Oireachtas Joint and Select Committees

Wednesday, 28 May 2014

Committee on Finance, Public Expenditure and Reform: Joint Sub-Committee on Global Corporate Taxation

Ireland's Corporate Tax System: (Resumed) KPMG and Unite

2:50 pm

Mr. Conor O'Brien:

I think the effect would be relatively minor. The UK took this action in 1988 and the effect in the UK was relatively minor. The ability to have a company incorporated in Ireland but not resident in Ireland is not a significant feature of global tax planning for multinationals. I do not think it would have a significantly adverse effect on inward investment.
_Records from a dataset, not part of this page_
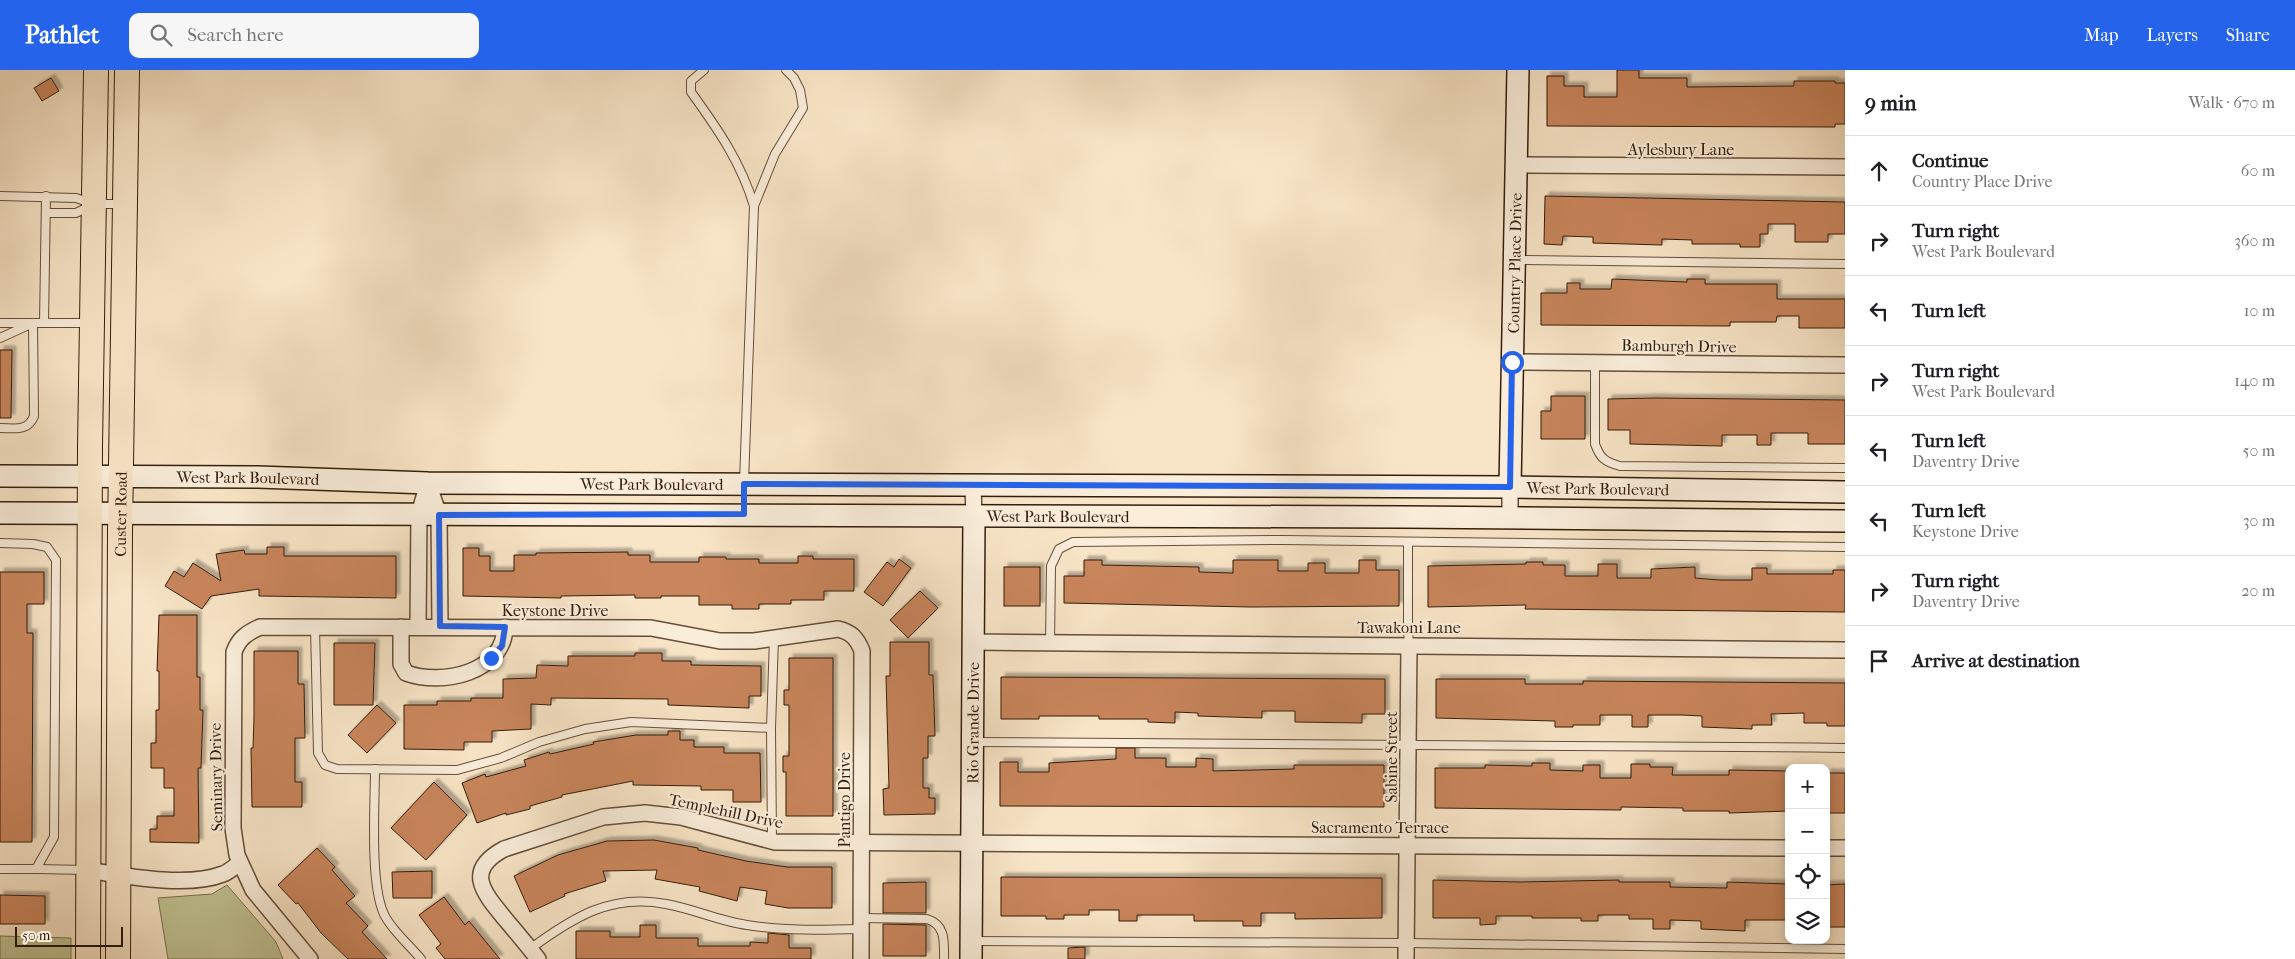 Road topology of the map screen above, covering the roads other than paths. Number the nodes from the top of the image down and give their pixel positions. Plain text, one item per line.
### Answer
1 (96, 70) edge
2 (127, 70) edge
3 (704, 70) edge
4 (786, 70) edge
5 (1518, 70) edge
6 (1516, 165) junction
7 (1845, 167) edge
8 (0, 196) edge
9 (46, 196) junction
10 (94, 204) junction
11 (125, 204) junction
12 (754, 206) junction
13 (46, 213) junction
14 (1514, 260) junction
15 (1845, 264) edge
16 (0, 322) edge
17 (33, 323) junction
18 (44, 323) junction
19 (92, 323) junction
20 (0, 338) edge
21 (1512, 362) junction
22 (1595, 363) junction
23 (1845, 366) edge
24 (0, 428) edge
25 (1845, 468) edge
26 (0, 476) edge
27 (90, 476) junction
28 (121, 476) junction
29 (428, 483) junction
30 (744, 484) junction
31 (973, 485) junction
32 (1510, 487) junction
33 (1845, 492) edge
34 (0, 513) edge
35 (90, 514) junction
36 (120, 514) junction
37 (429, 514) junction
38 (744, 514) junction
39 (974, 517) junction
40 (1510, 518) junction
41 (1845, 521) edge
42 (0, 543) edge
43 (1408, 543) junction
44 (1845, 547) edge
45 (418, 626) junction
46 (440, 626) junction
47 (315, 627) junction
48 (401, 627) junction
49 (505, 627) junction
50 (246, 634) joint
51 (774, 638) junction
52 (859, 642) joint
53 (974, 642) junction
54 (1050, 643) junction
55 (1410, 645) junction
56 (1845, 650) edge
57 (771, 728) junction
58 (972, 742) junction
59 (1409, 744) junction
60 (1845, 748) edge
61 (374, 769) junction
62 (772, 841) junction
63 (862, 842) junction
64 (971, 844) junction
65 (1408, 844) junction
66 (1785, 848) edge
67 (1830, 848) edge
68 (1845, 848) edge
69 (240, 863) junction
70 (0, 869) edge
71 (36, 869) junction
72 (88, 870) junction
73 (118, 875) junction
74 (861, 924) junction
75 (1407, 943) junction
76 (971, 950) edge
77 (1845, 950) edge
78 (534, 954) edge
79 (88, 959) edge
80 (118, 959) edge
81 (310, 959) edge
82 (421, 959) edge
83 (861, 959) edge
84 (944, 959) edge
85 (1406, 959) edge

1 - 10 main road, Custer Road
2 - 11 main road, Custer Road
3 - 12 lane
4 - 12 lane
5 - 6 main road, Country Place Drive
6 - 7 street, Aylesbury Lane
6 - 14 main road, Country Place Drive
8 - 9 lane
9 - 10 lane
9 - 13 lane
10 - 11 lane
10 - 13 lane
10 - 19 main road, Custer Road
11 - 28 main road, Custer Road
12 - 30 lane
13 - 18 lane
14 - 15 lane
14 - 21 main road, Country Place Drive
16 - 17 lane
17 - 18 lane
17 - 20 lane
17 - 24 lane
18 - 19 lane
19 - 27 main road, Custer Road
21 - 22 street, Bamburgh Drive
21 - 32 main road, Country Place Drive
22 - 23 street, Bamburgh Drive
22 - 25 lane
26 - 27 main road, West Park Boulevard
27 - 28 main road, West Park Boulevard
27 - 35 main road, Custer Road
28 - 29 main road, West Park Boulevard
28 - 36 main road, Custer Road
29 - 30 main road, West Park Boulevard
29 - 37 street
30 - 31 main road, West Park Boulevard
30 - 38 main road
31 - 32 main road, West Park Boulevard
31 - 39 street, Rio Grande Drive
32 - 33 main road, West Park Boulevard
32 - 40 street, Country Place Drive
34 - 35 main road, West Park Boulevard
35 - 36 main road, West Park Boulevard
35 - 72 main road, Custer Road
36 - 37 main road, West Park Boulevard
36 - 73 main road, Custer Road
37 - 38 main road, West Park Boulevard
37 - 45 street
37 - 46 street
38 - 39 main road, West Park Boulevard
39 - 40 main road, West Park Boulevard
39 - 53 main road, Rio Grande Drive
40 - 41 main road, West Park Boulevard
42 - 71 lane
43 - 44 lane
43 - 54 lane
43 - 55 lane
45 - 46 street, Keystone Drive
45 - 48 street, Keystone Drive
46 - 49 street, Keystone Drive
47 - 48 street, Keystone Drive
47 - 50 street, Keystone Drive
47 - 61 lane
48 - 49 street
49 - 51 street, Keystone Drive
50 - 69 street, Seminary Drive
51 - 52 street, Keystone Drive
51 - 57 lane
52 - 63 street, Pantigo Drive
53 - 54 street, Tawakoni Lane
53 - 58 main road, Rio Grande Drive
54 - 55 street, Tawakoni Lane
55 - 56 street, Tawakoni Lane
55 - 59 street, Sabine Street
57 - 61 lane
57 - 62 lane
58 - 59 lane
58 - 64 main road, Rio Grande Drive
59 - 60 lane
59 - 65 street, Sabine Street
61 - 82 lane
62 - 63 street, Templehill Drive
62 - 78 street, Templehill Drive
63 - 64 street, Templehill Drive
63 - 74 street, Pantigo Drive
64 - 65 street, Sacramento Terrace
64 - 76 main road, Rio Grande Drive
65 - 66 street, Sacramento Terrace
65 - 75 street, Sabine Street
67 - 68 street
69 - 73 street
69 - 81 street, Seminary Drive
70 - 71 lane
71 - 72 lane
72 - 73 street
72 - 79 main road, Custer Road
73 - 80 main road, Custer Road
74 - 78 lane
74 - 83 street, Pantigo Drive
74 - 84 lane
75 - 76 lane
75 - 77 lane
75 - 85 street, Sabine Street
In terms of that policy choice, one is looking at two factors, one being whether we should take the view that because we have allowed there to be Irish-incorporated but non-resident companies, and this has ended up attracting so much bad publicity - unfair publicity, I would argue, but that is perhaps a matter of opinion - one might decide that it should be changed in order to avoid such publicity in future, and decide to go down the route taken by the UK. As against that, one might take a view that asks why our tax system should be changed based on unfair criticism, and I think that may be how it will be weighed up. However, in terms of its effect, there would not be a big flood of extra revenue to the Exchequer because any company affected would simply restructure. Nor would there be a big outflow of foreign direct investment, because companies could restructure, and therefore I do not think it would be that big a deal for them.